Whenever a line in the entries includes the word "pinky", copy that line out.
[Study material — start]
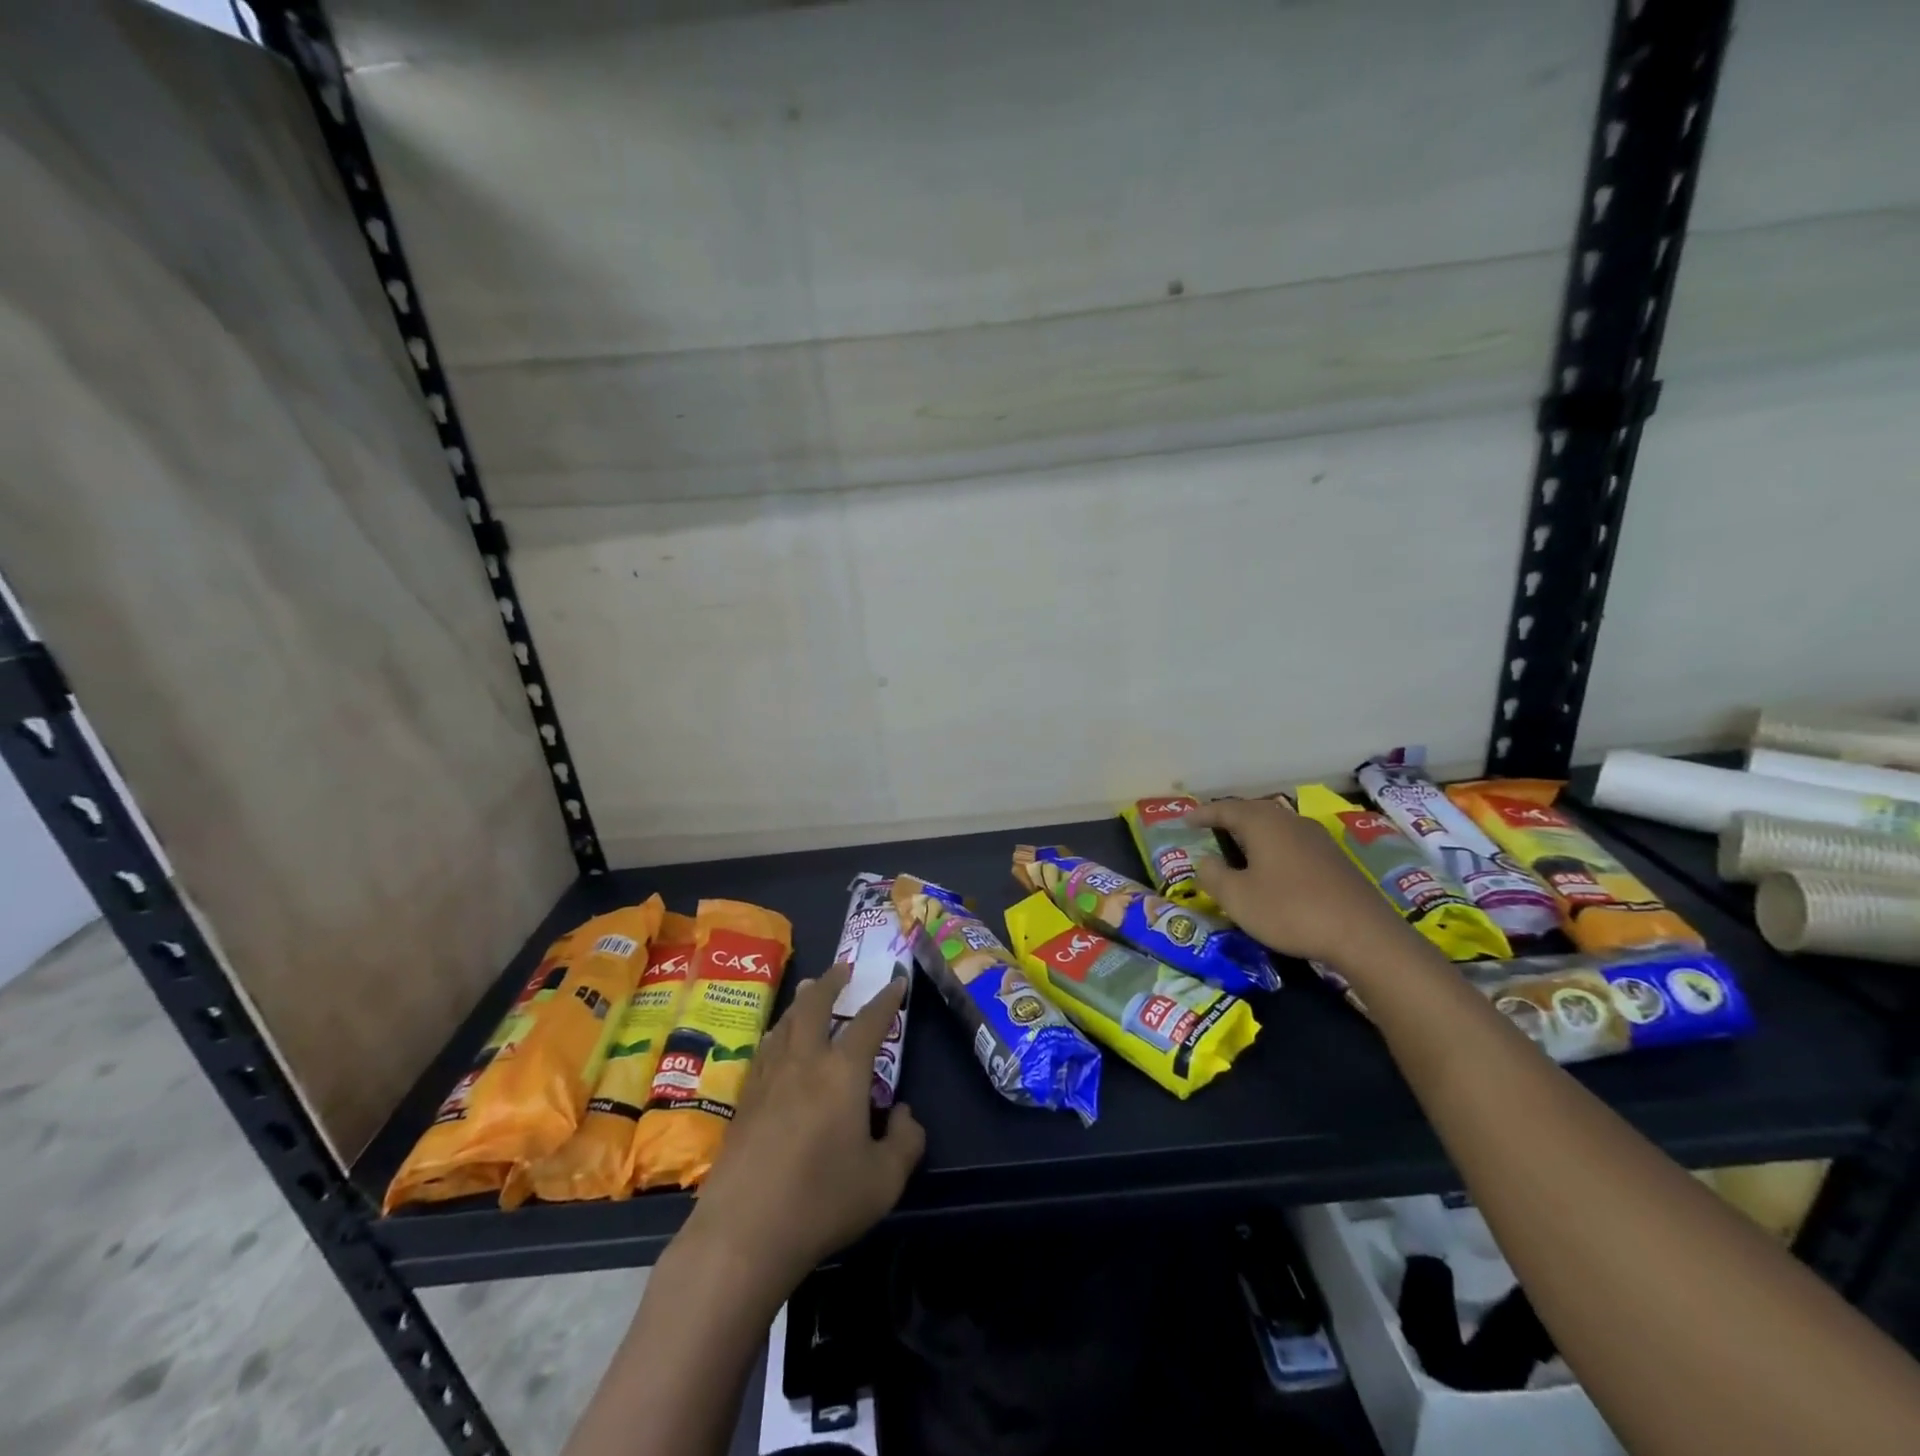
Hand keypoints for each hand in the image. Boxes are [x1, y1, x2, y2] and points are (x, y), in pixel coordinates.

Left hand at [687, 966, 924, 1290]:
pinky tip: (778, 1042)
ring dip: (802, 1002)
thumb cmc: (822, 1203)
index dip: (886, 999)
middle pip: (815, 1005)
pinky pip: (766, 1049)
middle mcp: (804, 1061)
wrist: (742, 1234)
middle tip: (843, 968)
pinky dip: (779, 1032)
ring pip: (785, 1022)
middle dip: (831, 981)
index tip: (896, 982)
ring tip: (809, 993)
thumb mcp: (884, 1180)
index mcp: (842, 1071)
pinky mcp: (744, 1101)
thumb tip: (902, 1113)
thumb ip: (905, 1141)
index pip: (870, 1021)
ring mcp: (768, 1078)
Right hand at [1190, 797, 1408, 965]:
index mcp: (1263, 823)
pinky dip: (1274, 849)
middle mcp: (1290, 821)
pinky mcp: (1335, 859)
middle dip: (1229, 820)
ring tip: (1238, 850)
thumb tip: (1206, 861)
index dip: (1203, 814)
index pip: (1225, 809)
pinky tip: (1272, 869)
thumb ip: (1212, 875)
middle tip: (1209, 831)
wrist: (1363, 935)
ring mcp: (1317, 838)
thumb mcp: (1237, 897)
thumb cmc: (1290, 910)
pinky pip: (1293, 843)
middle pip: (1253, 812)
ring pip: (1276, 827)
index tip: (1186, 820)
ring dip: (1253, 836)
[Study material — finish]
[Study material — start]
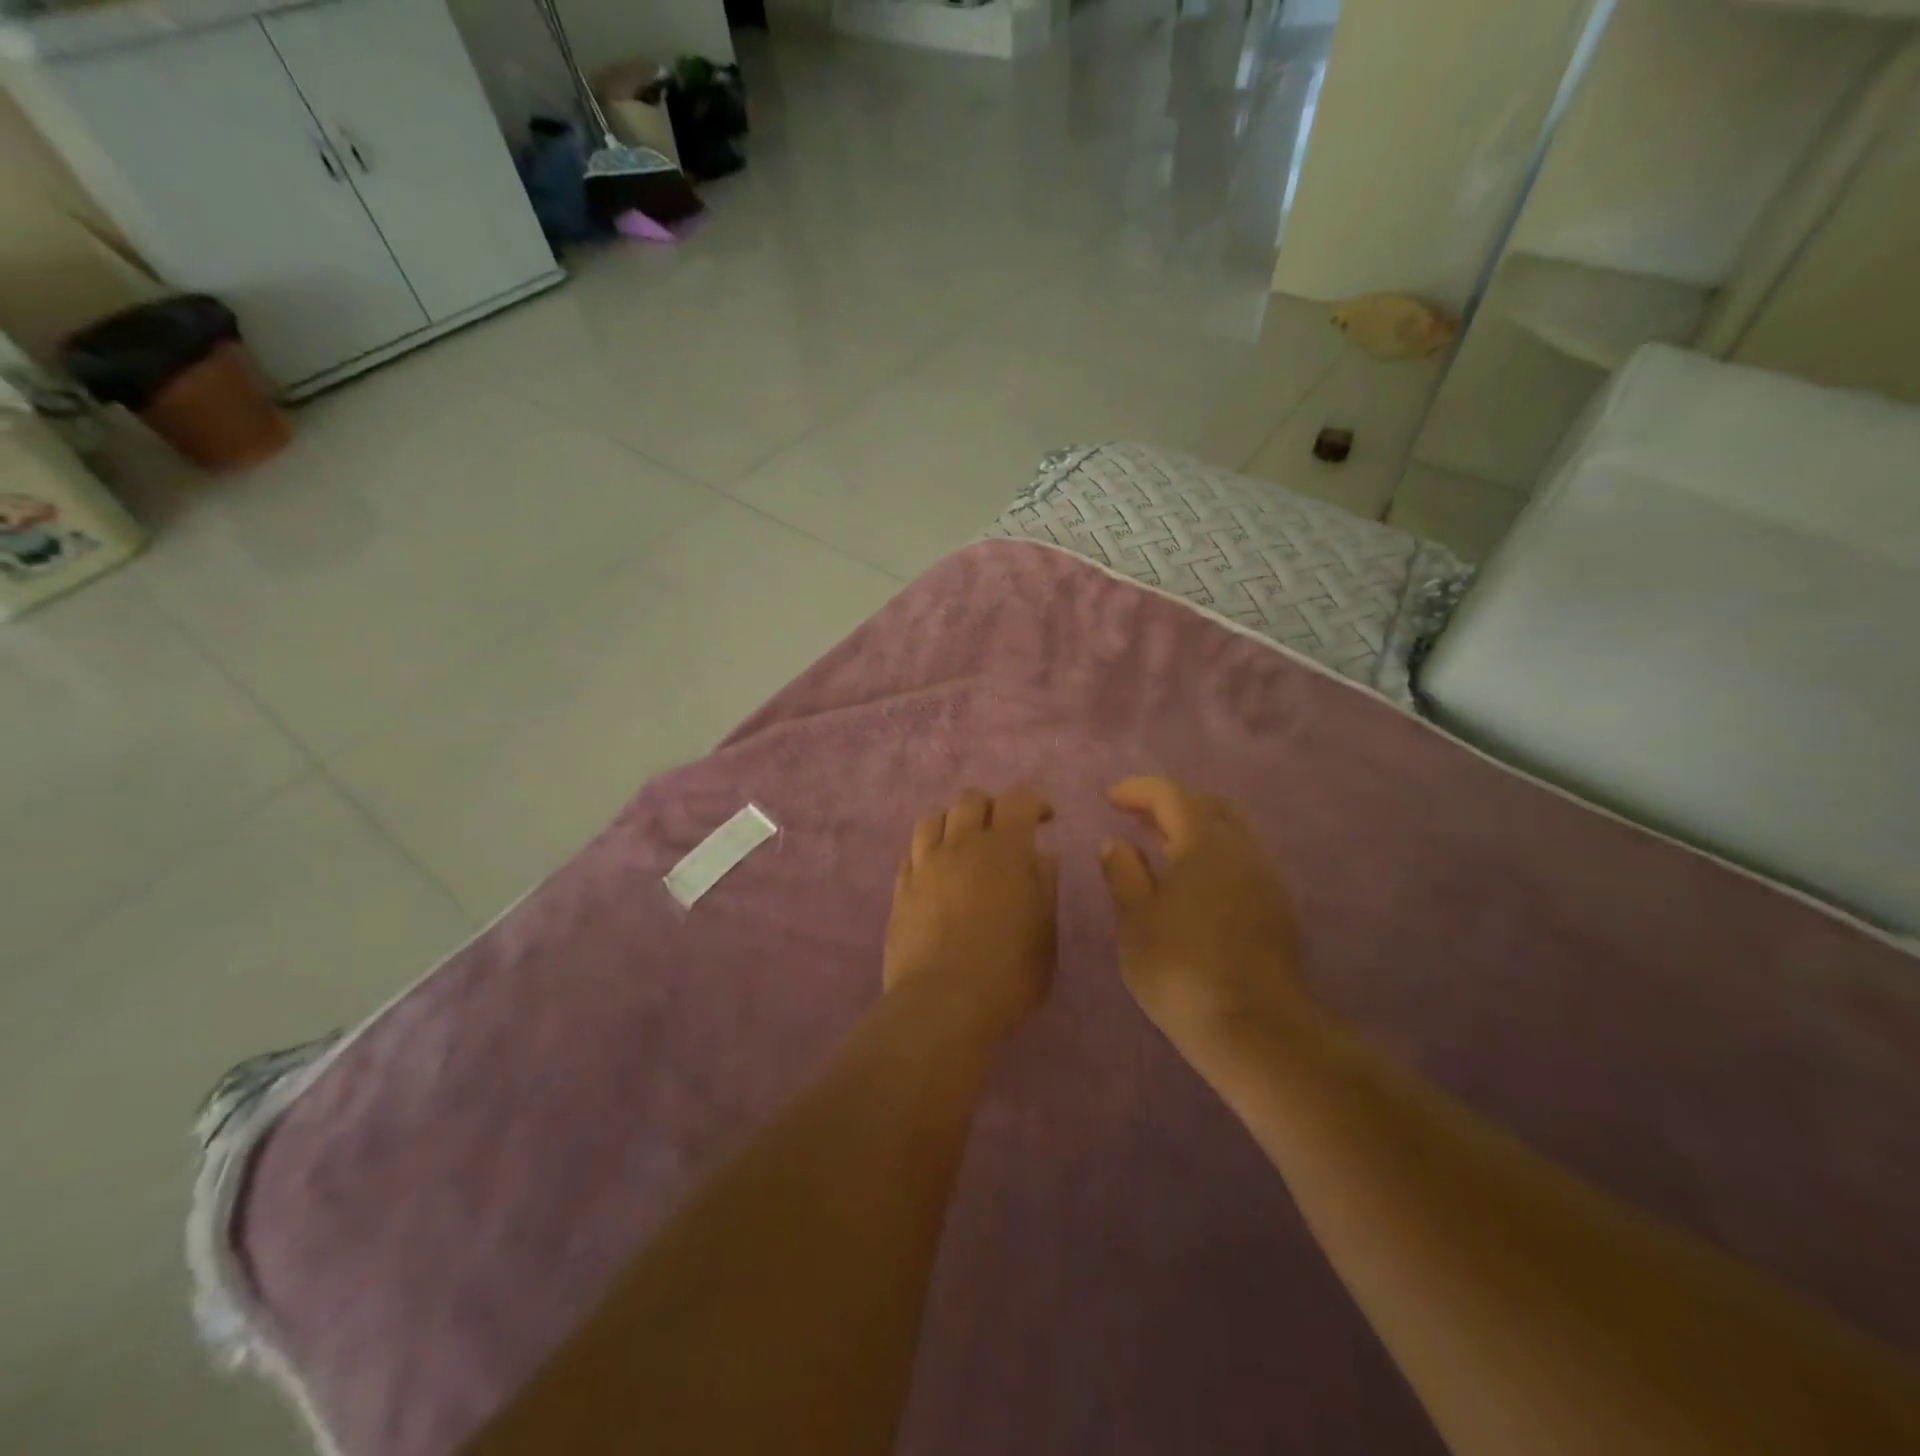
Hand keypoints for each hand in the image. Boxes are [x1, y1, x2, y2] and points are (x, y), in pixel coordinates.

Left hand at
[Study material — finish]
Exercise result:
pinky tip: (778, 1042)
pinky pip: (766, 1049)
pinky dip: (779, 1032)
pinky mcp: (744, 1101)
pinky dip: (1274, 849)
pinky mcp: (1335, 859)
pinky tip: (1272, 869)
pinky pip: (1293, 843)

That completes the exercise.